Many of us Baby Boomers are in a changing season of our lives.
The season is changing but not quite yet.

The snow is gone. The grass is brown and low to the ground just cut by winter’s barber. The birds are chirping louder than from yesterday. The trees are barren and crisp. The grey wooden sticks of the hedges which don’t have year-round green on them are standing up tall with the sun shining on them proudly showing off that they too are there, seemingly feeling underappreciated, knowing they are as important as the green shrubbery we normally admire the rest of the year.

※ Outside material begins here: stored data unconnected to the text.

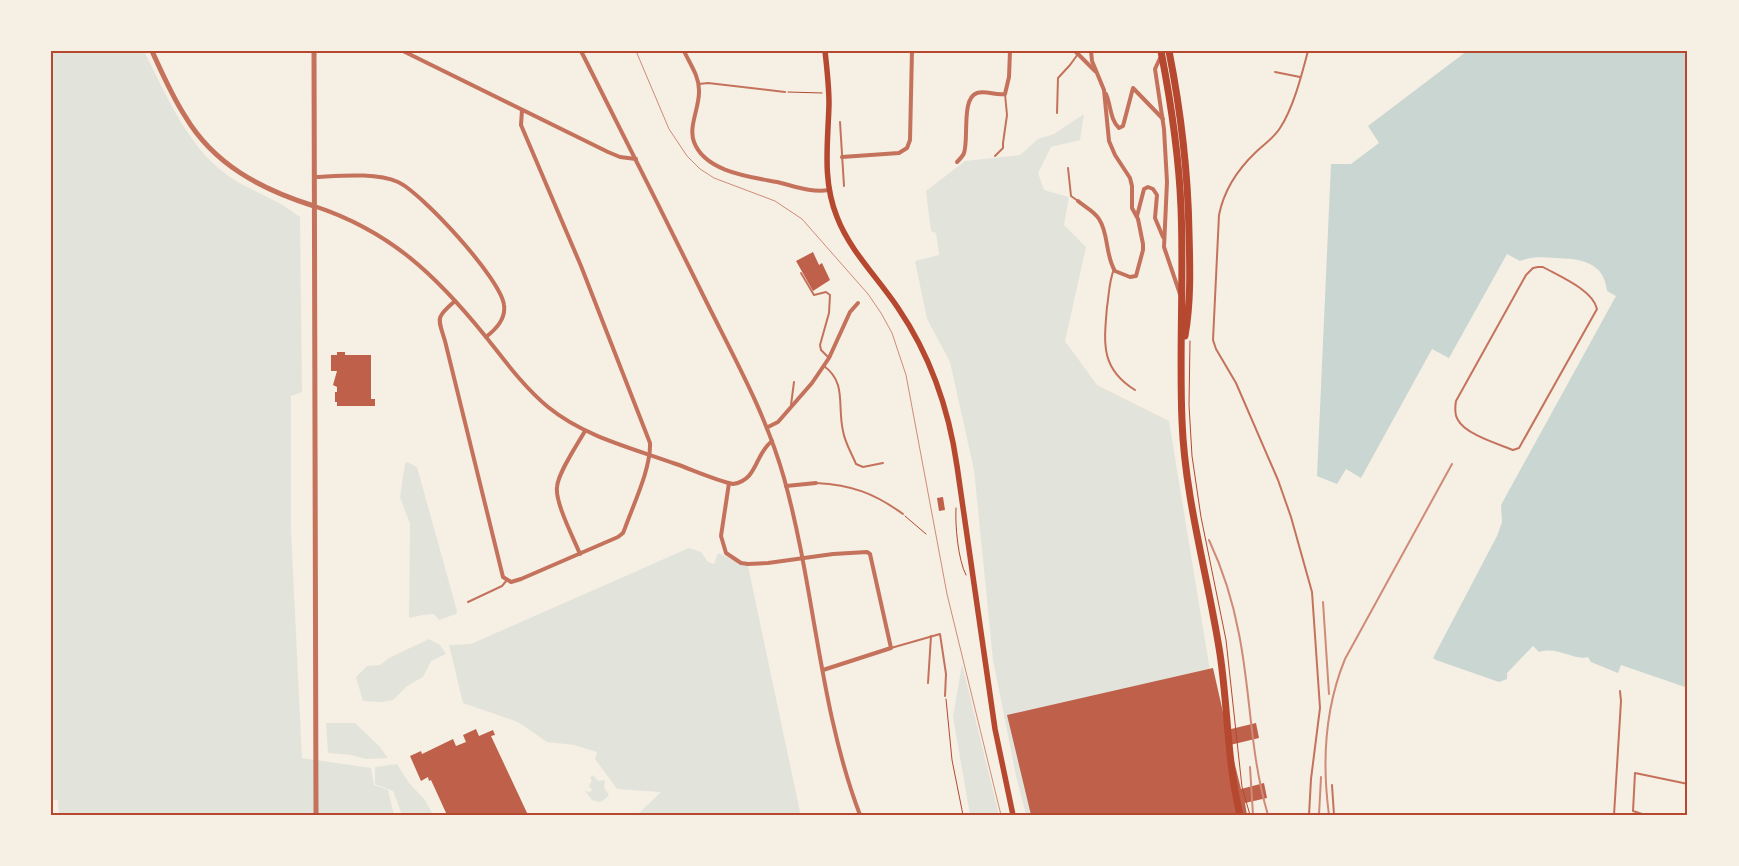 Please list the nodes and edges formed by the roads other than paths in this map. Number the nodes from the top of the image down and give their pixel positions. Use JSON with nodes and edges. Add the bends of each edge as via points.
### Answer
{"nodes":[{"id":1,"x":152,"y":51,"type":"edge"},
{"id":2,"x":314,"y":51,"type":"edge"},
{"id":3,"x":403,"y":51,"type":"edge"},
{"id":4,"x":581,"y":51,"type":"edge"},
{"id":5,"x":684,"y":51,"type":"edge"},
{"id":6,"x":825,"y":51,"type":"edge"},
{"id":7,"x":912,"y":51,"type":"edge"},
{"id":8,"x":1010,"y":51,"type":"edge"},
{"id":9,"x":1091,"y":51,"type":"edge"},
{"id":10,"x":1169,"y":51,"type":"edge"},
{"id":11,"x":1308,"y":51,"type":"edge"},
{"id":12,"x":1076,"y":52,"type":"edge"},
{"id":13,"x":1161,"y":53,"type":"edge"},
{"id":14,"x":1275,"y":72,"type":"dead end"},
{"id":15,"x":1097,"y":73,"type":"junction"},
{"id":16,"x":1300,"y":77,"type":"junction"},
{"id":17,"x":699,"y":84,"type":"junction"},
{"id":18,"x":1104,"y":90,"type":"junction"},
{"id":19,"x":785,"y":92,"type":"road end"},
{"id":20,"x":1005,"y":94,"type":"junction"},
{"id":21,"x":522,"y":110,"type":"junction"},
{"id":22,"x":1057,"y":112,"type":"dead end"},
{"id":23,"x":1163,"y":119,"type":"junction"},
{"id":24,"x":840,"y":122,"type":"dead end"},
{"id":25,"x":995,"y":156,"type":"dead end"},
{"id":26,"x":842,"y":157,"type":"junction"},
{"id":27,"x":636,"y":159,"type":"junction"},
{"id":28,"x":957,"y":162,"type":"dead end"},
{"id":29,"x":1068,"y":168,"type":"dead end"},
{"id":30,"x":314,"y":177,"type":"junction"},
{"id":31,"x":844,"y":186,"type":"dead end"},
{"id":32,"x":829,"y":190,"type":"junction"},
{"id":33,"x":1078,"y":201,"type":"joint"},
{"id":34,"x":314,"y":206,"type":"junction"},
{"id":35,"x":1137,"y":216,"type":"junction"},
{"id":36,"x":1164,"y":239,"type":"junction"},
{"id":37,"x":1114,"y":269,"type":"junction"},
{"id":38,"x":801,"y":273,"type":"dead end"},
{"id":39,"x":1181,"y":298,"type":"junction"},
{"id":40,"x":455,"y":301,"type":"junction"},
{"id":41,"x":858,"y":303,"type":"dead end"},
{"id":42,"x":486,"y":337,"type":"junction"},
{"id":43,"x":1182,"y":351,"type":"junction"},
{"id":44,"x":829,"y":358,"type":"junction"},
{"id":45,"x":824,"y":366,"type":"junction"},
{"id":46,"x":794,"y":382,"type":"dead end"},
{"id":47,"x":1135,"y":390,"type":"dead end"},
{"id":48,"x":791,"y":408,"type":"junction"},
{"id":49,"x":768,"y":428,"type":"junction"},
{"id":50,"x":585,"y":431,"type":"junction"},
{"id":51,"x":1473,"y":433,"type":"joint"},
{"id":52,"x":772,"y":441,"type":"junction"},
{"id":53,"x":650,"y":455,"type":"junction"},
{"id":54,"x":882,"y":463,"type":"dead end"},
{"id":55,"x":729,"y":483,"type":"junction"},
{"id":56,"x":816,"y":483,"type":"joint"},
{"id":57,"x":786,"y":486,"type":"junction"},
{"id":58,"x":903,"y":514,"type":"road end"},
{"id":59,"x":580,"y":554,"type":"junction"},
{"id":60,"x":802,"y":559,"type":"junction"},
{"id":61,"x":507,"y":580,"type":"junction"},
{"id":62,"x":468,"y":602,"type":"dead end"},
{"id":63,"x":931,"y":636,"type":"junction"},
{"id":64,"x":891,"y":648,"type":"junction"},
{"id":65,"x":823,"y":670,"type":"junction"},
{"id":66,"x":928,"y":683,"type":"dead end"},
{"id":67,"x":1620,"y":692,"type":"dead end"},
{"id":68,"x":945,"y":696,"type":"road end"},
{"id":69,"x":1688,"y":784,"type":"edge"},
{"id":70,"x":1332,"y":785,"type":"dead end"},
{"id":71,"x":316,"y":815,"type":"edge"},
{"id":72,"x":860,"y":815,"type":"edge"},
{"id":73,"x":1014,"y":815,"type":"edge"},
{"id":74,"x":1240,"y":815,"type":"edge"},
{"id":75,"x":1309,"y":815,"type":"edge"},
{"id":76,"x":1334,"y":815,"type":"edge"},
{"id":77,"x":1614,"y":815,"type":"edge"},
{"id":78,"x":1645,"y":815,"type":"edge"}],
"edges":[{"from":1,"to":34,"type":"street","via":[[185,116],[219,158],[263,187]]},
{"from":2,"to":30,"type":"street"},
{"from":3,"to":21,"type":"street"},
{"from":4,"to":27,"type":"street"},
{"from":5,"to":17,"type":"street"},
{"from":6,"to":32,"type":"main road"},
{"from":7,"to":26,"type":"street","via":[[910,140],[907,148],[892,154]]},
{"from":8,"to":20,"type":"street"},
{"from":9,"to":15,"type":"street"},
{"from":10,"to":43,"type":"highway","via":[[1182,131],[1189,207],[1190,301]]},
{"from":11,"to":16,"type":"lane"},
{"from":12,"to":15,"type":"street"},
{"from":12,"to":22,"type":"lane","via":[[1056,82]]},
{"from":13,"to":23,"type":"street","via":[[1155,69]]},
{"from":13,"to":39,"type":"highway","via":[[1178,162]]},
{"from":14,"to":16,"type":"lane"},
{"from":15,"to":18,"type":"street"},
{"from":16,"to":75,"type":"lane","via":[[1281,127],[1242,167],[1223,198],[1219,215],[1214,340],[1277,477],[1312,592],[1320,708]]},
{"from":17,"to":19,"type":"lane"},
{"from":17,"to":32,"type":"street","via":[[693,137],[697,148],[711,161],[740,174],[814,191]]},
{"from":18,"to":23,"type":"street","via":[[1116,127],[1123,126],[1132,88]]},
{"from":18,"to":35,"type":"street","via":[[1109,142],[1130,178],[1132,208]]},
{"from":20,"to":25,"type":"lane","via":[[1007,114],[1003,148]]},
{"from":20,"to":28,"type":"street","via":[[982,92],[972,96],[967,112],[963,156]]},
{"from":21,"to":27,"type":"street","via":[[608,152]]},
{"from":21,"to":53,"type":"street","via":[[521,125],[600,313],[648,437]]},
{"from":23,"to":36,"type":"street","via":[[1167,182]]},
{"from":24,"to":26,"type":"lane"},
{"from":26,"to":31,"type":"lane"},
{"from":27,"to":49,"type":"street"},
{"from":29,"to":33,"type":"lane","via":[[1071,196]]},
{"from":30,"to":34,"type":"street"},
{"from":30,"to":42,"type":"street","via":[[390,179],[407,188],[432,210],[474,256],[502,297],[502,320]]},
{"from":32,"to":73,"type":"main road","via":[[843,231],[905,319],[939,390],[956,456],[997,743]]},
{"from":33,"to":37,"type":"street","via":[[1100,220]]},
{"from":34,"to":40,"type":"street","via":[[357,223],[391,242],[425,269]]},
{"from":34,"to":71,"type":"street"},
{"from":35,"to":36,"type":"street","via":[[1143,191],[1153,189],[1157,195],[1156,218]]},
{"from":35,"to":37,"type":"street","via":[[1143,250],[1136,276],[1120,275]]},
{"from":36,"to":39,"type":"street","via":[[1165,252]]},
{"from":37,"to":47,"type":"lane","via":[[1110,280],[1105,352],[1114,370]]},
{"from":38,"to":44,"type":"lane","via":[[814,295],[828,292],[830,295],[829,313],[820,345]]},
{"from":39,"to":43,"type":"highway"},
{"from":40,"to":42,"type":"street"},
{"from":40,"to":61,"type":"street","via":[[443,312],[439,322],[502,574]]},
{"from":41,"to":44,"type":"street","via":[[850,312]]},
{"from":42,"to":50,"type":"street","via":[[537,397]]},
{"from":43,"to":74,"type":"highway","via":[[1186,469],[1220,655]]},
{"from":44,"to":45,"type":"street"},
{"from":45,"to":48,"type":"street"},
{"from":45,"to":54,"type":"lane","via":[[838,381],[842,428],[856,464],[863,467]]},
{"from":46,"to":48,"type":"lane"},
{"from":48,"to":49,"type":"street"},
{"from":49,"to":52,"type":"street"},
{"from":50,"to":53,"type":"street"},
{"from":50,"to":59,"type":"street","via":[[556,488]]},
{"from":51,"to":51,"type":"lane","via":[[1458,420],[1456,401],[1526,275],[1533,268],[1543,267],[1586,292],[1597,305],[1597,311],[1519,448],[1513,450]]},
{"from":52,"to":55,"type":"street","via":[[764,448],[748,478],[736,484]]},
{"from":52,"to":57,"type":"street"},
{"from":53,"to":55,"type":"street"},
{"from":53,"to":59,"type":"street","via":[[623,533]]},
{"from":55,"to":60,"type":"street","via":[[721,531],[726,553],[748,564]]},
{"from":56,"to":57,"type":"street"},
{"from":56,"to":58,"type":"lane","via":[[861,490]]},
{"from":57,"to":60,"type":"street"},
{"from":59,"to":61,"type":"street","via":[[521,579]]},
{"from":60,"to":64,"type":"street","via":[[848,553],[870,554]]},
{"from":60,"to":65,"type":"street"},
{"from":61,"to":62,"type":"lane","via":[[502,586]]},
{"from":63,"to":64,"type":"lane"},
{"from":63,"to":66,"type":"lane"},
{"from":63,"to":68,"type":"lane","via":[[940,634],[946,674]]},
{"from":64,"to":65,"type":"street"},
{"from":65,"to":72,"type":"street","via":[[838,746]]},
{"from":67,"to":77,"type":"lane"},
{"from":69,"to":78,"type":"lane","via":[[1636,773],[1633,811]]},
{"from":70,"to":76,"type":"lane"}]}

It is cold but not that cold. Winter is still here, but while I cannot feel spring in the air, I can almost see it. I look for vestiges of new green sprouts coming up from the garden beds but of course they are not there yet. It is too early. But I can almost feel them under the ground, trying to wake up, starting to take off their warm and cozy blanket of dirt, not really wanting to get up, hitting their snooze button one more time, knowing there will most likely be one more snowfall coming and needing to stay in their beds.
The season is changing but not quite yet.
That is probably how it feels to many Baby Boomers right now, too, depending on how old you are or at what stage of life you are at. You may be at the beginning of the end of your working life, knowing your life will be changing soon, but you are not quite there yet. Or you may have left that world and if lucky, are fully retired and relatively healthy, so you can get up a little later, relax in the mornings, do some interesting activities in the afternoon, enjoy relaxing evenings with your spouse or friends, and travel whenever and wherever you want.
Enjoy it.
Or, you may be like the grasses, in that middle ground, where you still are functioning and getting around, maybe working and playing some, but are also struggling with a disease or a general wearing out, feeling that you are in that limbo land between being old, and being really old. Or, you may start becoming that picture you had in your head all these years of what old is, seeing your grandmother or great-grandmother in your mind’s eye, knowing you won’t ever be taking another long trip, knowing you won’t again be engaged in an exciting project, or maybe even knowing you aren’t going to get out of the house that much anymore. But still, hopefully, enjoying the little things in life; the laugh of a child, the sweet taste of a good fruit, the beauty of the sky outside your window.
The season is changing, but not quite yet.
For all of us.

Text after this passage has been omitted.